Goodman Fielder is an Australian manufacturer, marketer and distributor of bread, small goods, dairy products, margarine, oil, dressings and various food ingredients. Its main operations are in New Zealand, Australia, Fiji, Papua New Guinea, and New Caledonia, with over 40 manufacturing sites. The company employs over 5,000 people, and has more than 120 brands.

History
Goodman Group was founded as A.S. Paterson & Co. ltd in Dunedin in 1886 as a general importing firm by Scottish-Born businessman and philanthropist Alexander Stronach Paterson. It was listed on the New Zealand Stock Exchange in 1949 and would come to focus mainly on the grocery business. The firm was renamed as Goodman Group in 1979 after Paterson's grandson Alex was ousted as chairman in 1976 by "dissatisfied baking interests".

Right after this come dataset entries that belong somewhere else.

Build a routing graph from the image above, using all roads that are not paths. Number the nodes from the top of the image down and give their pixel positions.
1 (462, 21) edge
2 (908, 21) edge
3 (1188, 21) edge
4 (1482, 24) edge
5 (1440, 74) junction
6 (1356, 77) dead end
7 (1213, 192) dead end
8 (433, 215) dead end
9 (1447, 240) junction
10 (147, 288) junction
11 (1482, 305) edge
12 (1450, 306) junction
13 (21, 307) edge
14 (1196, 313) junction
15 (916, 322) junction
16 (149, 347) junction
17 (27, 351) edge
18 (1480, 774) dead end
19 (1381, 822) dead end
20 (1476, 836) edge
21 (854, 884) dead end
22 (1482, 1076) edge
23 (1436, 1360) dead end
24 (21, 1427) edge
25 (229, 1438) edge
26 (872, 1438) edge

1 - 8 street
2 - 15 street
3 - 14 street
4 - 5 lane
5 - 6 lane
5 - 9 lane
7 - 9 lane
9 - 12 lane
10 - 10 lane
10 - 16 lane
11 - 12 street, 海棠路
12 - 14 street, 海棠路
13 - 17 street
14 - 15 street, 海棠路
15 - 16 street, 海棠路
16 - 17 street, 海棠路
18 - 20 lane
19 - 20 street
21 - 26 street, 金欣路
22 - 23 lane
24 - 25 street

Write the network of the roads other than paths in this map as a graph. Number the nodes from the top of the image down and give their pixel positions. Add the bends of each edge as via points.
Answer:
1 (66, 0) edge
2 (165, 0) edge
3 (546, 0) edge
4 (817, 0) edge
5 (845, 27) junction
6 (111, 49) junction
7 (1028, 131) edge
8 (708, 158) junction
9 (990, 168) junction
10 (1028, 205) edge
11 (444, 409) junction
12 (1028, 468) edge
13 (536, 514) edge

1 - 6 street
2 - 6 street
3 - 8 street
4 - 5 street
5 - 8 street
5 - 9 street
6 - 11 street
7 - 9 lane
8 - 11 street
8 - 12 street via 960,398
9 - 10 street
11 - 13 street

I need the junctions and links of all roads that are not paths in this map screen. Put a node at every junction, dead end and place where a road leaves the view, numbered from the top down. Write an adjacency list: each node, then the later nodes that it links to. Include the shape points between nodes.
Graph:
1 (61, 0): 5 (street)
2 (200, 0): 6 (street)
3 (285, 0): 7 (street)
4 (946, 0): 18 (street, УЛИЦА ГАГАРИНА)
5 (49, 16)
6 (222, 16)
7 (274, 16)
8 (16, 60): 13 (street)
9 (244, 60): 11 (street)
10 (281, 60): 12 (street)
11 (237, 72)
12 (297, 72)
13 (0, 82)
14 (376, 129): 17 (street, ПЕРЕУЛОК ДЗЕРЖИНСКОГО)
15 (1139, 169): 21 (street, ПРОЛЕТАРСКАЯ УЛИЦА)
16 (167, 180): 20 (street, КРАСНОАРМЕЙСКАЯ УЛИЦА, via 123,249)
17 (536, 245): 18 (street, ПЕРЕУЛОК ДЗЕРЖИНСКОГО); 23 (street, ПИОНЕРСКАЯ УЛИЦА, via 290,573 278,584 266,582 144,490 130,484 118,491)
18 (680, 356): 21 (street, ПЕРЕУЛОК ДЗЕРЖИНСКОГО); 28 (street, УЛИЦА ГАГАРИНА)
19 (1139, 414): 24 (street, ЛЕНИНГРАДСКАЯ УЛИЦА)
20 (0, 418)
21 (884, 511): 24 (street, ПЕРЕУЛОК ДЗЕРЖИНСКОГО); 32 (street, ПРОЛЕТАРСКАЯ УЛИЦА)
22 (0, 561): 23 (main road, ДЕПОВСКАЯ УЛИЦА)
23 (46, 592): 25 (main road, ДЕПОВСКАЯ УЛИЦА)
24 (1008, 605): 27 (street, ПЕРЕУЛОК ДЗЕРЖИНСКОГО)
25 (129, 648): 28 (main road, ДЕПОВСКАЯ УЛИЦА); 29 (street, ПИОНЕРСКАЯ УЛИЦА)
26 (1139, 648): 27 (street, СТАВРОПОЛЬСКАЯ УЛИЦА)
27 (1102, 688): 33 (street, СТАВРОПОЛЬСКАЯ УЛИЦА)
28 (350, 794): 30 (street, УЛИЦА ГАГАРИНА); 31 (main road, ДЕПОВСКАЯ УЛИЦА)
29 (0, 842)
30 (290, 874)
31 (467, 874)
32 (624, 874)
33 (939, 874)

Goodman Fielder was founded in 1986 after the merger of Allied Mills Ltd and Goodman Group Ltd. Since the merger in 1986, the company has purchased a further 13 companies. The company was taken over by Burns Philp in 2003.

Goodman Fielder was relisted on the share market at the end of 2005 with Burns Philp retaining a 20% share (this share was subsequently sold in 2007). As part of the IPO, New Zealand Dairy Foods brands Meadowfresh, Tararua, Kiwi, Huttons, Anchor Cheese (under licence), Top Hat and Puhoi cheese became part of Goodman Fielder.

The Uncle Tobys and Bluebird snack food businesses of the "original" Goodman Fielder were not included in the float, the former being sold to Nestle and the latter to PepsiCo.

Chris Delaney was Goodman Fielder's CEO from 4 July 2011, he is the former Asia Pacific President of Campbell Soup Company. He resigned following a takeover of the company by Wilmar International and First Pacific joint-venture in March 2015 for $1.3 billion Australian dollars.

Goodman Fielder's CEO was Scott Weitemeyer, until the takeover by Wilmar International.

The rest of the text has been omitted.